#### EXTRACTED INFORMATION ####

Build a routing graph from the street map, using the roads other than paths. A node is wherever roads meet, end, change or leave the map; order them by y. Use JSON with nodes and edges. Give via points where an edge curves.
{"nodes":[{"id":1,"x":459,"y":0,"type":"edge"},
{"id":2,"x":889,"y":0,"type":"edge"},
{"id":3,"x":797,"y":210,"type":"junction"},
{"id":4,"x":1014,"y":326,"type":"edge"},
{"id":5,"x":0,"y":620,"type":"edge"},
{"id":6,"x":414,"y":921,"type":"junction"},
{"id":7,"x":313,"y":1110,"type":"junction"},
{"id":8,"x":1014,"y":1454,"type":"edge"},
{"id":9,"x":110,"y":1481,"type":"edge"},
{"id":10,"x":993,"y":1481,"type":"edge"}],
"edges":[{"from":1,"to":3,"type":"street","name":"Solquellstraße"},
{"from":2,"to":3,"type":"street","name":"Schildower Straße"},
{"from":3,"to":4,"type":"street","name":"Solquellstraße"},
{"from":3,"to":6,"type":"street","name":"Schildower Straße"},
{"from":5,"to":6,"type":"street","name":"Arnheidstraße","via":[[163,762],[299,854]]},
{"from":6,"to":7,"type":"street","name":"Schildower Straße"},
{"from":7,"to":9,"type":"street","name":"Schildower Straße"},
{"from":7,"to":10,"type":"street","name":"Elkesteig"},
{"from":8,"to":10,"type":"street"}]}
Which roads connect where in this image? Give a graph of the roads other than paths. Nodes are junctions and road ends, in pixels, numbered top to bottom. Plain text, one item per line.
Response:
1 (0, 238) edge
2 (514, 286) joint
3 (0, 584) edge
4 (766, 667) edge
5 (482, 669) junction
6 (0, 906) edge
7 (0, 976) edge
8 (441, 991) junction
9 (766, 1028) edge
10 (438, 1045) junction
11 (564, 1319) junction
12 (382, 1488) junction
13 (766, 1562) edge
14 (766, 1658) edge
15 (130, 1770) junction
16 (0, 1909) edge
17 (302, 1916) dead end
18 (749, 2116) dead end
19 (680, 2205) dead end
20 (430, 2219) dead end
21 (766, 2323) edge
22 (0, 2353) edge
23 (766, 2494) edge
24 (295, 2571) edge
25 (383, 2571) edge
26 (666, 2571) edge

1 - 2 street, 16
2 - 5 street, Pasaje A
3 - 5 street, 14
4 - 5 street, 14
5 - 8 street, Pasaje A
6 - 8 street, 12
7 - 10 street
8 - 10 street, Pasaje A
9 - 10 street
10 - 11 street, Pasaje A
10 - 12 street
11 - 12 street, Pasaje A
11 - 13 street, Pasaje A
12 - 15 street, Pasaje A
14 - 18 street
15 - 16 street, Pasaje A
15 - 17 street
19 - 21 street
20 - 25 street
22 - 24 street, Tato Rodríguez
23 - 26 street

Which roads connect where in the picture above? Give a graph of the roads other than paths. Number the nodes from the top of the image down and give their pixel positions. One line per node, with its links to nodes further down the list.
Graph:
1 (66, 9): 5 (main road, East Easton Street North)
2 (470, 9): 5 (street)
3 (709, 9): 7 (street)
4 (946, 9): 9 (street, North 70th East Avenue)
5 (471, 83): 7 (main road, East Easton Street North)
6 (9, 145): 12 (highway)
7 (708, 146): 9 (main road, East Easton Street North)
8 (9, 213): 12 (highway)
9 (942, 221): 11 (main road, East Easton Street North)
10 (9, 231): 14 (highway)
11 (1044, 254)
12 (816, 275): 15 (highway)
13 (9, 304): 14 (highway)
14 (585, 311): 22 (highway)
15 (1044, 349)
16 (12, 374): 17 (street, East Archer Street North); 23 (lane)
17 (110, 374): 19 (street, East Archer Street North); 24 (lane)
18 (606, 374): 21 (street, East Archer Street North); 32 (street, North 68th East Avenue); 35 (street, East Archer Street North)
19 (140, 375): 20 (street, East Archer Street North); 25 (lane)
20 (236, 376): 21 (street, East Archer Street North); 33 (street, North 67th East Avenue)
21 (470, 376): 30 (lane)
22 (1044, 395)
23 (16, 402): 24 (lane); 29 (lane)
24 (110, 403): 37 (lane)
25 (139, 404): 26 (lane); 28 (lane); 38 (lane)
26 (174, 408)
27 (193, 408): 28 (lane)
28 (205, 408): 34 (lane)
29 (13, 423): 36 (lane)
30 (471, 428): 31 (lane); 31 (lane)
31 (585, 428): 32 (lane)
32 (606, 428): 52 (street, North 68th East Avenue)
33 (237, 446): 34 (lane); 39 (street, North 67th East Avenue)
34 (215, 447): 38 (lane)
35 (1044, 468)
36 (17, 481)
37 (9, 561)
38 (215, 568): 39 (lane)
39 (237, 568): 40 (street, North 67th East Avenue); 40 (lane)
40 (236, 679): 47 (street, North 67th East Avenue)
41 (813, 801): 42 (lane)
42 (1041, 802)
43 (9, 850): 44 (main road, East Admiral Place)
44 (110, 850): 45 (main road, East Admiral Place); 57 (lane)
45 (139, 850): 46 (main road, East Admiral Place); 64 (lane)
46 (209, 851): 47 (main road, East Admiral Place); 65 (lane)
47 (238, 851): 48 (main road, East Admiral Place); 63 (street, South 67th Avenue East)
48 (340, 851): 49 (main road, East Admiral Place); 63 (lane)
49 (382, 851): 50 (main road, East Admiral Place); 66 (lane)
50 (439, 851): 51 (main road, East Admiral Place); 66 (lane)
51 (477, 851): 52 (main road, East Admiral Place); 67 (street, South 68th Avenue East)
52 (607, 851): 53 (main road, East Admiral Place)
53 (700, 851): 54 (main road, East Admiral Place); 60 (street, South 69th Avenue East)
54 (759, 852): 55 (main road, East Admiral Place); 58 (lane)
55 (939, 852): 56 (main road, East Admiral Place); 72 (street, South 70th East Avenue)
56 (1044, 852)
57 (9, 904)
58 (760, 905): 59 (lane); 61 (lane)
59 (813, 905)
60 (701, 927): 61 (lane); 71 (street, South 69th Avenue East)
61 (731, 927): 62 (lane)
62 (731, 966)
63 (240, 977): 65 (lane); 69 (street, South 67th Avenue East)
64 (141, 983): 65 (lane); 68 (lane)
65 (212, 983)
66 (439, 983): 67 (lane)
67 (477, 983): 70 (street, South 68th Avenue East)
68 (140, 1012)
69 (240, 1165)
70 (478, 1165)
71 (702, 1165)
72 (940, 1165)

####

REQUIREMENT.
Go through the material above and report each line containing "Solquellstraße".

EXERCISE ANSWER.
"edges":[{"from":1,"to":3,"type":"street","name":"Solquellstraße"},
{"from":3,"to":4,"type":"street","name":"Solquellstraße"},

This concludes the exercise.